The Negroni - this simple yet remarkably balanced cocktail has captured the hearts of many a drinker. It's an alchemical blend of gin, sweet vermouth, and Campari, served in an old-fashioned glass and garnished with an orange peel. But the Negroni we know and love today has a fascinating history and, like all great things, has evolved over time, like our range of spirits.
The Origins of the Negroni
The Negroni traces its roots back to early 20th-century Italy, with a Count named Camillo Negroni as its originator. As legend has it, in 1919, Count Negroni requested his favourite cocktail, the Americano - a mix of Campari, sweet vermouth, and soda water - be strengthened with a touch of gin instead of soda water. Fosco Scarselli, the bartender at Caffè Casoni in Florence, where Count Negroni frequented, obliged, and the Negroni was born. The orange garnish? A unique twist to differentiate it from its sibling, the Americano.
The Negroni's Evolution and Variations
Over time, creative bartenders worldwide have concocted alternative versions of the Negroni, adding twists while respecting its perfect tripartite balance.
1. Boulevardier: Replace the gin with bourbon for a warming, whisky-forward variant.
2. Negroni Sbagliato: Substitute the gin with sparkling wine. 'Sbagliato' means 'mistaken' in Italian, as this variant was allegedly created by mistake!
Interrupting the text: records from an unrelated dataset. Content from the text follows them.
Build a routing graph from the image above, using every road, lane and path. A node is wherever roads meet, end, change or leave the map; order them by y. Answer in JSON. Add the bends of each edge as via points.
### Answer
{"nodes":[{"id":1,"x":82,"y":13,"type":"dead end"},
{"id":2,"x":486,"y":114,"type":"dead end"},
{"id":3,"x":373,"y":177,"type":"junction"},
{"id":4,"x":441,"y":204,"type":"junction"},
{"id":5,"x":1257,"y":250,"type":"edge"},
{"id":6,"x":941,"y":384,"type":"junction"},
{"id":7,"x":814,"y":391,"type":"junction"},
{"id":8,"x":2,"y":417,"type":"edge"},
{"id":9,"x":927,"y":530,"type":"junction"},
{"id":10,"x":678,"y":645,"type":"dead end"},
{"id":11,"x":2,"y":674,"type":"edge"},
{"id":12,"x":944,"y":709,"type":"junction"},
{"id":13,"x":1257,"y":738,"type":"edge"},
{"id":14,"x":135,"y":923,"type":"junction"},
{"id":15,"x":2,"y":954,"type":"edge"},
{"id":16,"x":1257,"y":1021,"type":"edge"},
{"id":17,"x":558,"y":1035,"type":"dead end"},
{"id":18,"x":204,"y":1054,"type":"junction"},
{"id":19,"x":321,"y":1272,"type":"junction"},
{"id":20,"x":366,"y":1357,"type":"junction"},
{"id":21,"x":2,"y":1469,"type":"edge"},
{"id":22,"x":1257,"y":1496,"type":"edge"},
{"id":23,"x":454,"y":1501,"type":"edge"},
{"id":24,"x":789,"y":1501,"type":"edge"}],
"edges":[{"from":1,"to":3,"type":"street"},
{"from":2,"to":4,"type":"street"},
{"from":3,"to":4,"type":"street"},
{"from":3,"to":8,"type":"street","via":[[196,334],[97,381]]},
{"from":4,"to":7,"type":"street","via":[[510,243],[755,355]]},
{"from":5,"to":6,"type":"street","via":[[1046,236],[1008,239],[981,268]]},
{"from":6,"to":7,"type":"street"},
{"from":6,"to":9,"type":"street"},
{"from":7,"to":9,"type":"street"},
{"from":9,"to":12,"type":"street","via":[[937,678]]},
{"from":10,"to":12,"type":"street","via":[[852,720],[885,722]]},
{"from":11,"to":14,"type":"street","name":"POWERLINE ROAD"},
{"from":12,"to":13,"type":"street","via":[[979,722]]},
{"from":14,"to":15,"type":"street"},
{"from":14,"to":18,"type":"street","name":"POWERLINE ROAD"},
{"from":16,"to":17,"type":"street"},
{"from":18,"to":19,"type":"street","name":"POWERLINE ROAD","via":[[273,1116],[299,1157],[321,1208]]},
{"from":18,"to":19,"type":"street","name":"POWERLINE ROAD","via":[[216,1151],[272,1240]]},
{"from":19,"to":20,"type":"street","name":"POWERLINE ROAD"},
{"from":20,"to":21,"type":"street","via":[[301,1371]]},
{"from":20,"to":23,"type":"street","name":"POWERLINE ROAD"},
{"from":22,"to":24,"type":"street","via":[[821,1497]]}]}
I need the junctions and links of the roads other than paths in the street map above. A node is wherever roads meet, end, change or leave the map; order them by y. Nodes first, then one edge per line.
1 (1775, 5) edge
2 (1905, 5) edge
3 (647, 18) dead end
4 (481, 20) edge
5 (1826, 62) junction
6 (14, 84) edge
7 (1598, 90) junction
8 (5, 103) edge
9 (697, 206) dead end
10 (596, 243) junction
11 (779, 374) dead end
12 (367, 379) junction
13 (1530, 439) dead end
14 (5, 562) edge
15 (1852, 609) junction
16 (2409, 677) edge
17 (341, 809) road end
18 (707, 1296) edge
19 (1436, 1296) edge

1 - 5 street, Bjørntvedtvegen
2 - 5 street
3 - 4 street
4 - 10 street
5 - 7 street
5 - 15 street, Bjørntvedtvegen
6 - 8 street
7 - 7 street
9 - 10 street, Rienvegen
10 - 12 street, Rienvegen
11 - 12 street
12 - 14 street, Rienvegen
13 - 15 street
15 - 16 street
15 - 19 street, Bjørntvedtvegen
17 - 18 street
3. White Negroni: Swap the gin for Lillet Blanc and Campari for a gentian liqueur like Suze for a lighter, more floral concoction.
Clyde Valley Plum Gin and the Negroni
Now, what about plum gin and the Negroni? As the name suggests, plum gin is a gin infused with plums from our very own Clyde Valley. Its flavour profile, with fruity and bittersweet notes from plums, adds a whole new layer to the Negroni. Traditional gin's herbal and sometimes juniper-forward nature gets a bittersweet, fruity makeover, adding an unexpected but delightful depth to the Negroni.
The Clyde Valley Plum Gin Negroni Recipe
1 part Biggar plum gin
1 part sweet vermouth
1 part Campari
Combine the ingredients in an old-fashioned glass filled with ice. Stir well until everything is mixed and chilled. Garnish with an orange peel, expressing its oils over the drink.
While the history of the Negroni is rich, the cocktail's future is fascinating. The Negroni continues to evolve as we experiment with new ingredients and ways of making it, like adding plum gin. We think an oak-aged plum gin negroni would be rather lovely; who agrees? So, here's to Count Negroni and his request for a stronger drink — and the myriad ways we've reimagined it since.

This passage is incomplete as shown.